==== Source material ====

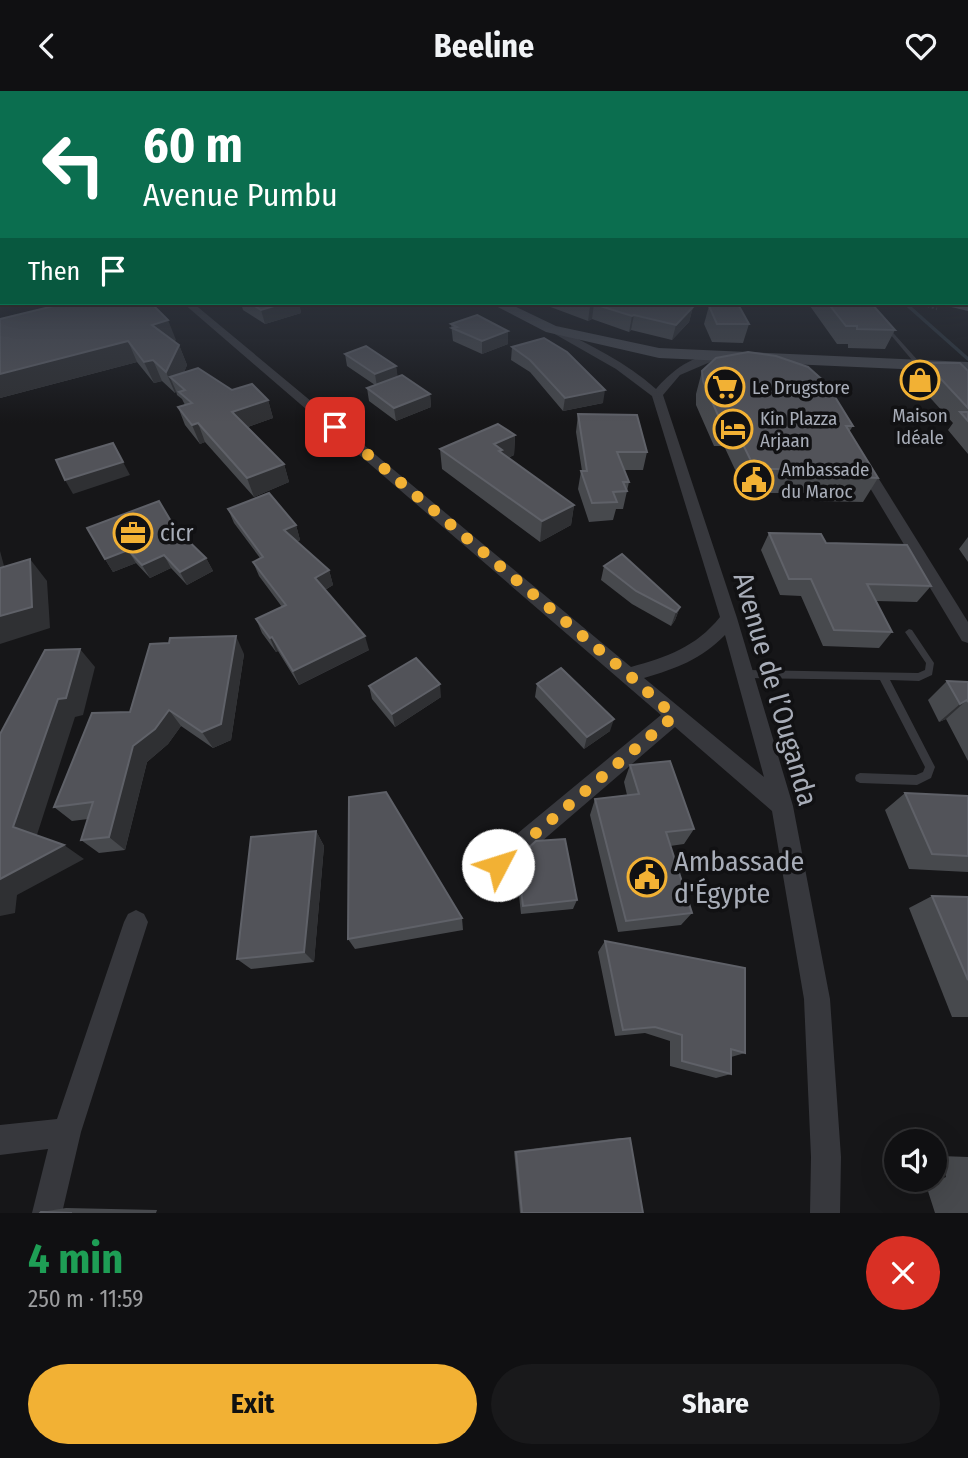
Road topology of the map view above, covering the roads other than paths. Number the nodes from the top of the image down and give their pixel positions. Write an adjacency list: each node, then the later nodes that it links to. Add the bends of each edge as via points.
1 (206, 318): 16 (street)
2 (528, 318): 4 (main road)
3 (881, 320): 7 (lane)
4 (551, 329): 5 (main road, via 637,350); 10 (street, via 617,365)
5 (711, 358): 6 (main road); 10 (street, via 676,373)
6 (802, 360): 7 (main road); 9 (street)
7 (919, 365): 8 (main road)
8 (964, 367)
9 (813, 378)
10 (657, 395): 12 (street, Avenue de l’Ouganda)
11 (853, 448): 14 (street)
12 (729, 618): 15 (street, Avenue de l’Ouganda); 16 (street, via 714,640 694,653)
13 (909, 632): 17 (lane, via 930,663 929,672 919,677)
14 (968, 636)
15 (745, 674): 17 (lane); 20 (street, Avenue de l’Ouganda)
16 (629, 675): 18 (street)
17 (883, 676): 19 (lane, via 930,767 927,775 917,780)
18 (674, 716): 20 (street); 21 (street)
19 (860, 778)
20 (782, 806): 26 (street, Avenue de l’Ouganda, via 817,999)
21 (498, 865)
22 (136, 922): 23 (street)
23 (66, 1132): 24 (street); 25 (street)
24 (0, 1140)
25 (47, 1213)
26 (825, 1213)

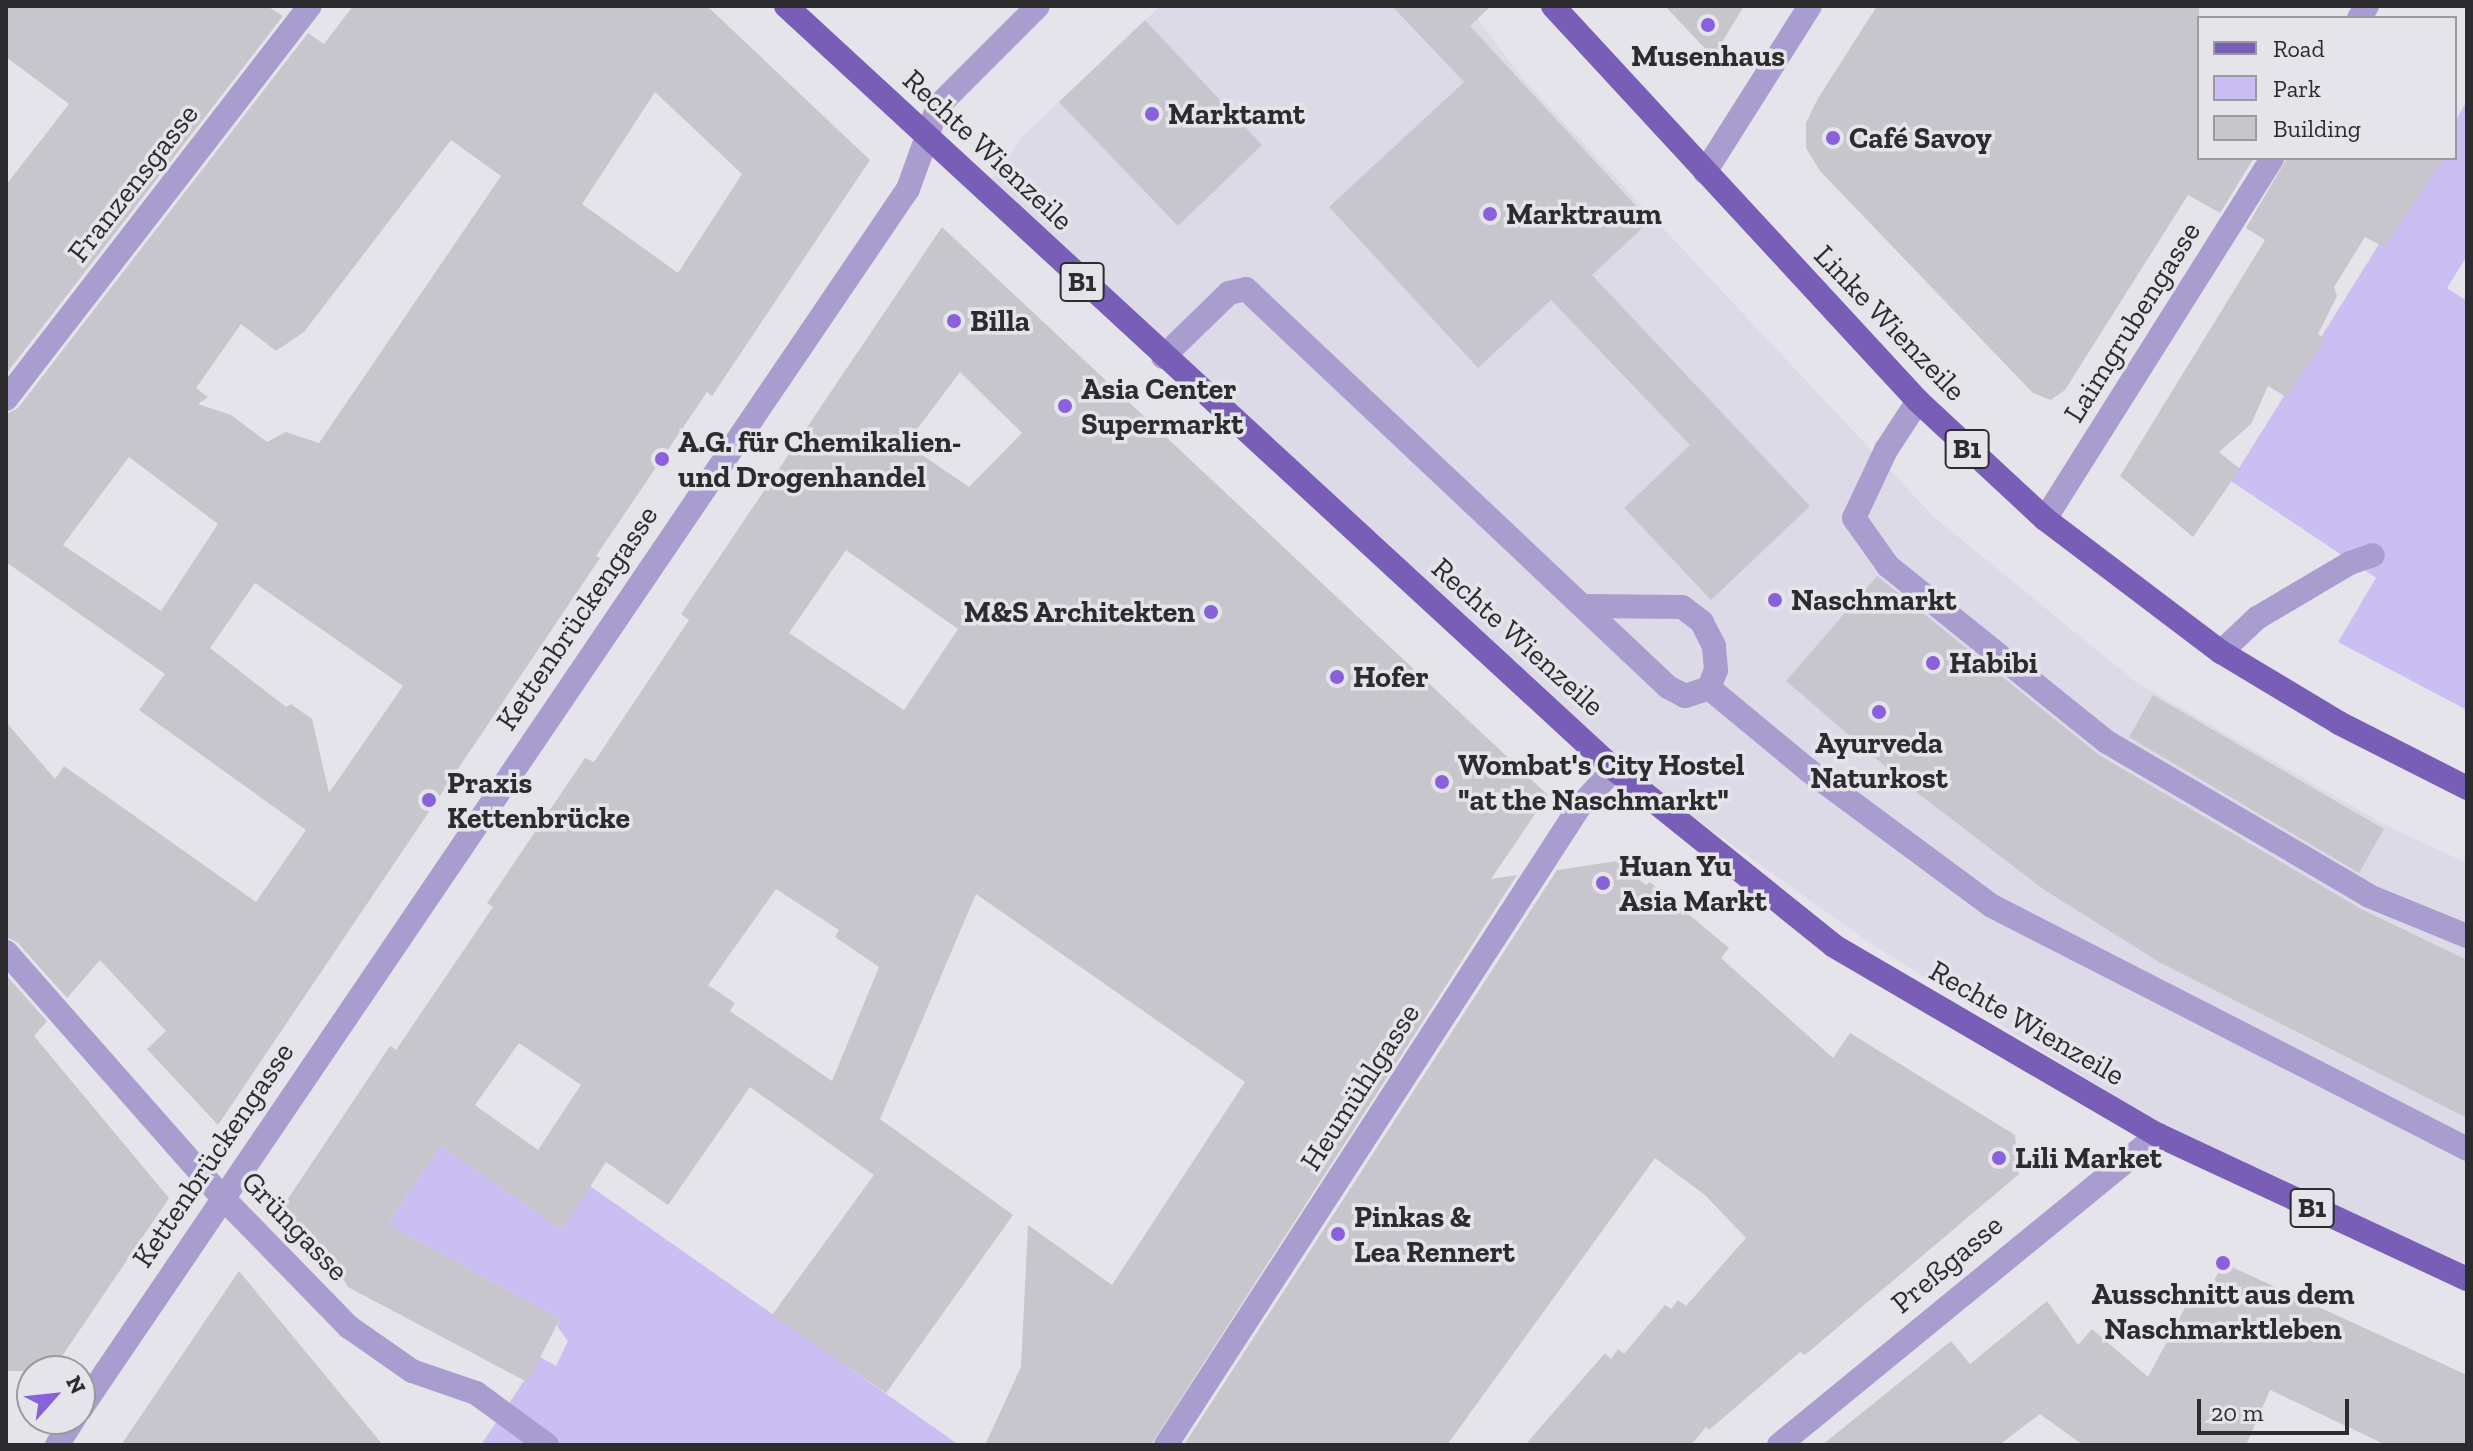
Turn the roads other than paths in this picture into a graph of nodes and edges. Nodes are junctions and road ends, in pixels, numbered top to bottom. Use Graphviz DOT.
graph roads {
  1 [pos="310,6"];
  2 [pos="786,6"];
  3 [pos="1038,6"];
  4 [pos="1553,6"];
  5 [pos="1810,6"];
  6 [pos="927,136"];
  7 [pos="2271,160"];
  8 [pos="1705,172"];
  9 [pos="1163,357"];
  10 [pos="6,399"];
  11 [pos="1918,401"];
  12 [pos="2045,519"];
  13 [pos="2373,555"];
  14 [pos="1583,606"];
  15 [pos="2221,652"];
  16 [pos="1709,688"];
  17 [pos="1614,769"];
  18 [pos="2467,788"];
  19 [pos="2467,936"];
  20 [pos="6,952"];
  21 [pos="2158,1135"];
  22 [pos="2467,1149"];
  23 [pos="222,1197"];
  24 [pos="2467,1279"];
  25 [pos="96,1386"];
  26 [pos="547,1445"];
  27 [pos="1166,1445"];
  28 [pos="1779,1445"];
  1 -- 10 [label="street, Franzensgasse"];
  2 -- 6 [label="main road, Rechte Wienzeile / B1"];
  3 -- 6 [label="street, Kettenbrückengasse"];
  4 -- 8 [label="main road, Linke Wienzeile / B1"];
  5 -- 8 [label="street"];
  6 -- 9 [label="main road, Rechte Wienzeile / B1"];
  6 -- 23 [label="street, Kettenbrückengasse"];
  7 -- 12 [label="street, Laimgrubengasse"];
  8 -- 11 [label="main road, Linke Wienzeile / B1"];
  9 -- 14 [label="street"];
  9 -- 17 [label="main road, Rechte Wienzeile / B1"];
  11 -- 12 [label="main road, Linke Wienzeile / B1"];
  11 -- 19 [label="street"];
  12 -- 15 [label="main road, Linke Wienzeile / B1"];
  13 -- 15 [label="street"];
  14 -- 16 [label="street"];
  14 -- 16 [label="street"];
  15 -- 18 [label="main road, Linke Wienzeile / B1"];
  16 -- 22 [label="street"];
  17 -- 21 [label="main road, Rechte Wienzeile / B1"];
  17 -- 27 [label="street, Heumühlgasse"];
  20 -- 23 [label="street, Grüngasse"];
  21 -- 24 [label="main road, Rechte Wienzeile / B1"];
  21 -- 28 [label="street, Preßgasse"];
  23 -- 25 [label="street, Kettenbrückengasse"];
  23 -- 26 [label="street, Grüngasse"];
}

====

§ **Your assignment**
Copy the listing over exactly, skipping the pictures it holds.

§ **Written response**
Road topology of the map view above, covering the roads other than paths. Number the nodes from the top of the image down and give their pixel positions. Write an adjacency list: each node, then the later nodes that it links to. Add the bends of each edge as via points.
1 (206, 318): 16 (street)
2 (528, 318): 4 (main road)
3 (881, 320): 7 (lane)
4 (551, 329): 5 (main road, via 637,350); 10 (street, via 617,365)
5 (711, 358): 6 (main road); 10 (street, via 676,373)
6 (802, 360): 7 (main road); 9 (street)
7 (919, 365): 8 (main road)
8 (964, 367)
9 (813, 378)
10 (657, 395): 12 (street, Avenue de l’Ouganda)
11 (853, 448): 14 (street)
12 (729, 618): 15 (street, Avenue de l’Ouganda); 16 (street, via 714,640 694,653)
13 (909, 632): 17 (lane, via 930,663 929,672 919,677)
14 (968, 636)
15 (745, 674): 17 (lane); 20 (street, Avenue de l’Ouganda)
16 (629, 675): 18 (street)
17 (883, 676): 19 (lane, via 930,767 927,775 917,780)
18 (674, 716): 20 (street); 21 (street)
19 (860, 778)
20 (782, 806): 26 (street, Avenue de l’Ouganda, via 817,999)
21 (498, 865)
22 (136, 922): 23 (street)
23 (66, 1132): 24 (street); 25 (street)
24 (0, 1140)
25 (47, 1213)
26 (825, 1213)

Turn the roads other than paths in this picture into a graph of nodes and edges. Nodes are junctions and road ends, in pixels, numbered top to bottom. Use Graphviz DOT.
graph roads {
  1 [pos="310,6"];
  2 [pos="786,6"];
  3 [pos="1038,6"];
  4 [pos="1553,6"];
  5 [pos="1810,6"];
  6 [pos="927,136"];
  7 [pos="2271,160"];
  8 [pos="1705,172"];
  9 [pos="1163,357"];
  10 [pos="6,399"];
  11 [pos="1918,401"];
  12 [pos="2045,519"];
  13 [pos="2373,555"];
  14 [pos="1583,606"];
  15 [pos="2221,652"];
  16 [pos="1709,688"];
  17 [pos="1614,769"];
  18 [pos="2467,788"];
  19 [pos="2467,936"];
  20 [pos="6,952"];
  21 [pos="2158,1135"];
  22 [pos="2467,1149"];
  23 [pos="222,1197"];
  24 [pos="2467,1279"];
  25 [pos="96,1386"];
  26 [pos="547,1445"];
  27 [pos="1166,1445"];
  28 [pos="1779,1445"];
  1 -- 10 [label="street, Franzensgasse"];
  2 -- 6 [label="main road, Rechte Wienzeile / B1"];
  3 -- 6 [label="street, Kettenbrückengasse"];
  4 -- 8 [label="main road, Linke Wienzeile / B1"];
  5 -- 8 [label="street"];
  6 -- 9 [label="main road, Rechte Wienzeile / B1"];
  6 -- 23 [label="street, Kettenbrückengasse"];
  7 -- 12 [label="street, Laimgrubengasse"];
  8 -- 11 [label="main road, Linke Wienzeile / B1"];
  9 -- 14 [label="street"];
  9 -- 17 [label="main road, Rechte Wienzeile / B1"];
  11 -- 12 [label="main road, Linke Wienzeile / B1"];
  11 -- 19 [label="street"];
  12 -- 15 [label="main road, Linke Wienzeile / B1"];
  13 -- 15 [label="street"];
  14 -- 16 [label="street"];
  14 -- 16 [label="street"];
  15 -- 18 [label="main road, Linke Wienzeile / B1"];
  16 -- 22 [label="street"];
  17 -- 21 [label="main road, Rechte Wienzeile / B1"];
  17 -- 27 [label="street, Heumühlgasse"];
  20 -- 23 [label="street, Grüngasse"];
  21 -- 24 [label="main road, Rechte Wienzeile / B1"];
  21 -- 28 [label="street, Preßgasse"];
  23 -- 25 [label="street, Kettenbrückengasse"];
  23 -- 26 [label="street, Grüngasse"];
}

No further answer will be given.